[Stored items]

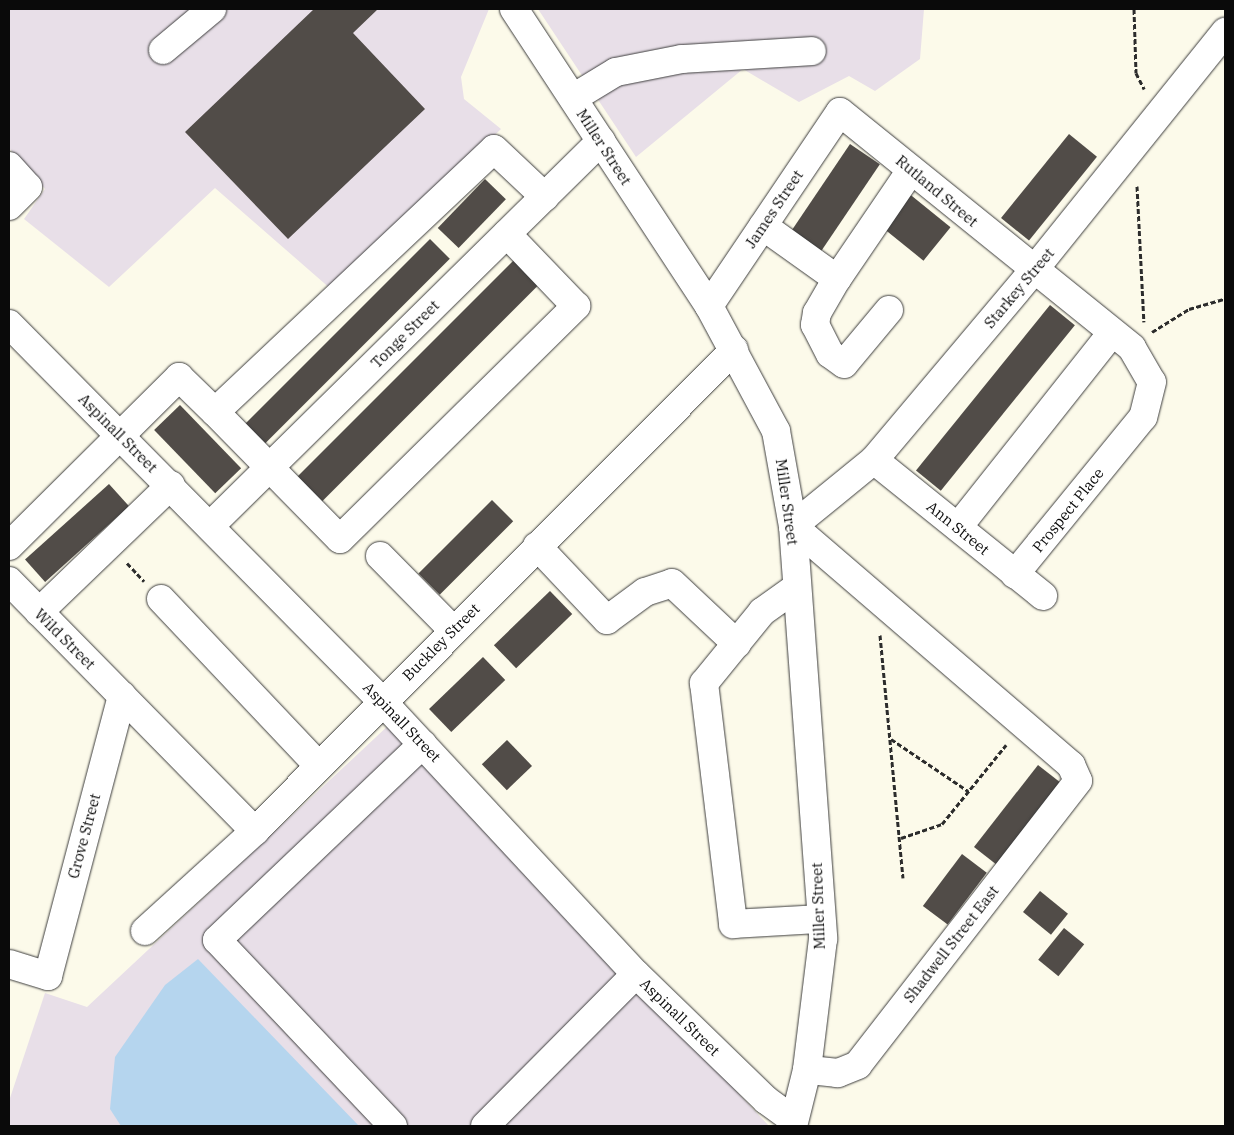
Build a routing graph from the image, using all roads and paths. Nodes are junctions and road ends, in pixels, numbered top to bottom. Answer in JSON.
{"nodes":[{"id":1,"x":212,"y":9,"type":"edge"},
{"id":2,"x":514,"y":9,"type":"edge"},
{"id":3,"x":1225,"y":32,"type":"edge"},
{"id":4,"x":163,"y":50,"type":"dead end"},
{"id":5,"x":812,"y":51,"type":"dead end"},
{"id":6,"x":573,"y":98,"type":"junction"},
{"id":7,"x":840,"y":112,"type":"joint"},
{"id":8,"x":601,"y":141,"type":"junction"},
{"id":9,"x":9,"y":166,"type":"edge"},
{"id":10,"x":911,"y":170,"type":"junction"},
{"id":11,"x":544,"y":197,"type":"junction"},
{"id":12,"x":9,"y":206,"type":"edge"},
{"id":13,"x":763,"y":226,"type":"junction"},
{"id":14,"x":507,"y":234,"type":"junction"},
{"id":15,"x":1033,"y":272,"type":"junction"},
{"id":16,"x":837,"y":279,"type":"junction"},
{"id":17,"x":1225,"y":299,"type":"edge"},
{"id":18,"x":709,"y":306,"type":"junction"},
{"id":19,"x":889,"y":310,"type":"dead end"},
{"id":20,"x":9,"y":324,"type":"edge"},
{"id":21,"x":1122,"y":340,"type":"junction"},
{"id":22,"x":734,"y":350,"type":"junction"},
{"id":23,"x":215,"y":412,"type":"junction"},
{"id":24,"x":120,"y":436,"type":"junction"},
{"id":25,"x":874,"y":460,"type":"junction"},
{"id":26,"x":270,"y":467,"type":"junction"},
{"id":27,"x":171,"y":485,"type":"junction"},
{"id":28,"x":210,"y":526,"type":"junction"},
{"id":29,"x":793,"y":526,"type":"junction"},
{"id":30,"x":958,"y":527,"type":"junction"},
{"id":31,"x":109,"y":544,"type":"junction"},
{"id":32,"x":9,"y":546,"type":"edge"},
{"id":33,"x":538,"y":546,"type":"junction"},
{"id":34,"x":380,"y":556,"type":"dead end"},
{"id":35,"x":1015,"y":574,"type":"junction"},
{"id":36,"x":9,"y":581,"type":"edge"},
{"id":37,"x":797,"y":587,"type":"junction"},
{"id":38,"x":1044,"y":596,"type":"dead end"},
{"id":39,"x":161,"y":600,"type":"joint"},
{"id":40,"x":890,"y":608,"type":"junction"},
{"id":41,"x":39,"y":612,"type":"junction"},
{"id":42,"x":453,"y":630,"type":"junction"},
{"id":43,"x":737,"y":644,"type":"junction"},
{"id":44,"x":122,"y":696,"type":"junction"},
{"id":45,"x":382,"y":701,"type":"junction"},
{"id":46,"x":1022,"y":725,"type":"junction"},
{"id":47,"x":891,"y":738,"type":"junction"},
{"id":48,"x":423,"y":744,"type":"junction"},
{"id":49,"x":318,"y":766,"type":"junction"},
{"id":50,"x":968,"y":791,"type":"junction"},
{"id":51,"x":255,"y":831,"type":"junction"},
{"id":52,"x":901,"y":838,"type":"junction"},
{"id":53,"x":903,"y":878,"type":"dead end"},
{"id":54,"x":821,"y":919,"type":"junction"},
{"id":55,"x":145,"y":930,"type":"dead end"},
{"id":56,"x":9,"y":964,"type":"edge"},
{"id":57,"x":636,"y":974,"type":"junction"},
{"id":58,"x":807,"y":1070,"type":"junction"},
{"id":59,"x":794,"y":1123,"type":"edge"},
{"id":60,"x":393,"y":1126,"type":"edge"},
{"id":61,"x":485,"y":1126,"type":"edge"}],
"edges":[{"from":1,"to":4,"type":"street"},
{"from":2,"to":6,"type":"street","name":"Miller Street"},
{"from":3,"to":15,"type":"street","name":"Starkey Street"},
{"from":5,"to":6,"type":"street"},
{"from":6,"to":8,"type":"street","name":"Miller Street"},
{"from":7,"to":10,"type":"street","name":"Rutland Street"},
{"from":7,"to":13,"type":"street","name":"James Street"},
{"from":8,"to":11,"type":"street","name":"Tonge Street"},
{"from":8,"to":18,"type":"street","name":"Miller Street"},
{"from":9,"to":12,"type":"street"},
{"from":10,"to":15,"type":"street","name":"Rutland Street"},
{"from":10,"to":16,"type":"street"},
{"from":11,"to":14,"type":"street","name":"Tonge Street"},
{"from":11,"to":23,"type":"street"},
{"from":13,"to":16,"type":"street"},
{"from":13,"to":18,"type":"street","name":"James Street"},
{"from":14,"to":26,"type":"street","name":"Tonge Street"},
{"from":14,"to":26,"type":"street"},
{"from":15,"to":21,"type":"street","name":"Rutland Street"},
{"from":15,"to":25,"type":"street","name":"Starkey Street"},
{"from":16,"to":19,"type":"street"},
{"from":17,"to":21,"type":"path"},
{"from":18,"to":22,"type":"street","name":"Miller Street"},
{"from":20,"to":24,"type":"street","name":"Aspinall Street"},
{"from":21,"to":30,"type":"street"},
{"from":21,"to":35,"type":"street","name":"Prospect Place"},
{"from":22,"to":29,"type":"street","name":"Miller Street"},
{"from":22,"to":33,"type":"street","name":"Buckley Street"},
{"from":23,"to":24,"type":"street"},
{"from":23,"to":26,"type":"street"},
{"from":24,"to":27,"type":"street","name":"Aspinall Street"},
{"from":24,"to":32,"type":"street"},
{"from":25,"to":29,"type":"street","name":"Starkey Street"},
{"from":25,"to":30,"type":"street","name":"Ann Street"},
{"from":26,"to":28,"type":"street","name":"Tonge Street"},
{"from":27,"to":28,"type":"street","name":"Aspinall Street"},
{"from":27,"to":31,"type":"street"},
{"from":28,"to":45,"type":"street","name":"Aspinall Street"},
{"from":29,"to":37,"type":"street","name":"Miller Street"},
{"from":29,"to":40,"type":"street"},
{"from":30,"to":35,"type":"street","name":"Ann Street"},
{"from":31,"to":39,"type":"path"},
{"from":31,"to":41,"type":"street"},
{"from":33,"to":42,"type":"street","name":"Buckley Street"},
{"from":33,"to":43,"type":"street"},
{"from":34,"to":42,"type":"street"},
{"from":35,"to":38,"type":"street","name":"Ann Street"},
{"from":36,"to":41,"type":"street","name":"Wild Street"},
{"from":37,"to":43,"type":"street"},
{"from":37,"to":54,"type":"street","name":"Miller Street"},
{"from":39,"to":49,"type":"street"},
{"from":40,"to":46,"type":"street"},
{"from":40,"to":47,"type":"path"},
{"from":41,"to":44,"type":"street","name":"Wild Street"},
{"from":42,"to":45,"type":"street","name":"Buckley Street"},
{"from":43,"to":54,"type":"street"},
{"from":44,"to":51,"type":"street","name":"Wild Street"},
{"from":44,"to":56,"type":"street","name":"Grove Street"},
{"from":45,"to":48,"type":"street","name":"Aspinall Street"},
{"from":45,"to":49,"type":"street","name":"Buckley Street"},
{"from":46,"to":50,"type":"path"},
{"from":46,"to":58,"type":"street","name":"Shadwell Street East"},
{"from":47,"to":50,"type":"path"},
{"from":47,"to":52,"type":"path"},
{"from":48,"to":57,"type":"street","name":"Aspinall Street"},
{"from":48,"to":60,"type":"street"},
{"from":49,"to":51,"type":"street","name":"Buckley Street"},
{"from":50,"to":52,"type":"path"},
{"from":51,"to":55,"type":"street","name":"Buckley Street"},
{"from":52,"to":53,"type":"path"},
{"from":54,"to":58,"type":"street","name":"Miller Street"},
{"from":57,"to":59,"type":"street","name":"Aspinall Street"},
{"from":57,"to":61,"type":"street"},
{"from":58,"to":59,"type":"street","name":"Miller Street"}]}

__Description of the task__:
For the word "Starkey", return every line of the records that holds it.

__Worked solution__:
{"from":3,"to":15,"type":"street","name":"Starkey Street"},
{"from":15,"to":25,"type":"street","name":"Starkey Street"},
{"from":25,"to":29,"type":"street","name":"Starkey Street"},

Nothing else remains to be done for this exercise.